A special collaboration between Durham NC's Hiss Golden Messenger and Richmond's Spacebomb Studios. Hiss Golden Messenger singer/songwriter describes the inspiration for this special project:

I have two children. My son is eight—almost nine—and my daughter is four and a half. They attend public schools in Durham, North Carolina. My wife—the person that I've traveled through life with for nearly 20 years—is a public school teacher in Durham. My mom and dad were public educators in California for the entirety of their careers. My sister is a public high school counselor. So gun attacks on schools is something that—though I would prefer not to—I spend a lot of time thinking about. 

My daughter is small and slight, with her long blonde hair usually tied up in a messy braid. My wife and I joke that she has bird bones. Her eyes are huge and expressive; slate blue, like her mom's. She wears tiny purple glasses and scuffed pink cowboy boots and ladybug print tutus. She loves her older brother fiercely and unconditionally, and knows how to push his every single button. She's moody and magnetic, deep and unknowable to adults. As the smallest member of the family, she is the dancing emotional center around which our house revolves. 

Many late nights, long after the family has all gone to sleep, she'll stand silhouetted in our doorway long enough for me to sense her presence. I'll lift my head from the pillow and in a small voice she'll say, “I'm scared.” I'll pull her into bed, putting my arms around her and pulling her close into our sleeping warmth, her breath coming slow and peaceful and regular again. And I'll stay awake for just a moment longer, long enough to be thankful for how easy it was to calm her fears, thankful that I can protect her. 

If a gunman were to enter the grounds of my daughter's school with an assault rifle, where would she hide? She's small, so maybe she could hide in her cubby, or maybe in the bathroom, the one without the window. Maybe she could hide under the play structure, or in the box of dress-up clothes. Would she cry out? Would she stay still and silent, her big eyes tracking the shooter's movement? How would she metabolize her terror, this tiny four and a half year old in a ladybug tutu, without me to protect her, to pull her close? Would she wonder why we let this happen to her? Would she get that far? 

Say it simple. 
I'm gonna give it to you simple now. 
If you're worried
It's OK, I've been worried too
Now I ask you: 
If love's bigger, what's it matter what's after? 
And I know that. 
You gotta put a little skin in to get a little skin back

Red-tail hawk told me well, with the black sun going down, 
“Signs and wonders—hear me now—for those who stop to understand them.” 
Hang on a passing cloud. 
IT'S MORNING, I'M ALIVE NOW. 
Signs and wonders—hear me now—for those who stop to understand them. 

Now you know me. 
I love you and I'm faithful. 
I'm a river. 
And I bend like a rainbow. 
Signs and wonders. Just a little bit of thunder now. 
Feel all the colors. 
Love's bigger than what's under. 

I believe gun laws need to change. So I am now committed to performing whatever actions are within my power push that stone forward. We've been told for so long that a change in gun laws is next to impossible. It is not. We've been told that the NRA, and the politicians whom they buy, are too powerful. They are not. The young people in Parkland, Florida, have proven that. I am on their side. I am on the side of peace, hope and love, on the side of grieving parents and spouses and co-workers in Parkland and Newtown, in Aurora and Las Vegas. As Sly Stone says, “My only weapon is my pen.” But it's a mighty weapon indeed that works to bring light to dark places. Signs and wonders. Just a little bit of thunder now. 

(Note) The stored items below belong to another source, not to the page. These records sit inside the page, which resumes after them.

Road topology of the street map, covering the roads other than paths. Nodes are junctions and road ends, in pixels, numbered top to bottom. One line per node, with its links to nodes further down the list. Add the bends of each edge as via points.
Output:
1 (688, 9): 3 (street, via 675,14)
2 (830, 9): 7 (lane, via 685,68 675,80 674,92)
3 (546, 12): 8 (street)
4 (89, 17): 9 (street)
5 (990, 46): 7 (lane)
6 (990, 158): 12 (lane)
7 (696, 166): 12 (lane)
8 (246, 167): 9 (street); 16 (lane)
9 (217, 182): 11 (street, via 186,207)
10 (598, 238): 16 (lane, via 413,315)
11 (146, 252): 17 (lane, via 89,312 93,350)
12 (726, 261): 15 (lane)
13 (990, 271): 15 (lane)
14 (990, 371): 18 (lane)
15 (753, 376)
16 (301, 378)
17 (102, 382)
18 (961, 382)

This song was recorded with the Spacebomb family—a collection of musicians with deep kinship and connection to Hiss Golden Messenger—in Richmond, Virginia, on February 7th, 2018. They love their families and friends in the same ways that I do mine. I was proud and honored to work with them on this song. 

All proceeds from “Passing Clouds” and “Passing Clouds Dub” will benefit Everytown, a movement of Americans working together to end gun violence and build safer communities. I urge you to perform your own small actions of peace whenever and wherever you can. We can make the world we want to live in. 

No spiritual surrender. 

—M.C. Taylor, Durham, NC

released March 21, 2018 

  • Visit Hiss Golden Messenger's official website.

  • Visit Spacebomb's official website.

  • Purchase the single at the project's official Bandcamp page.

  • Purchase the mp3 at Amazon.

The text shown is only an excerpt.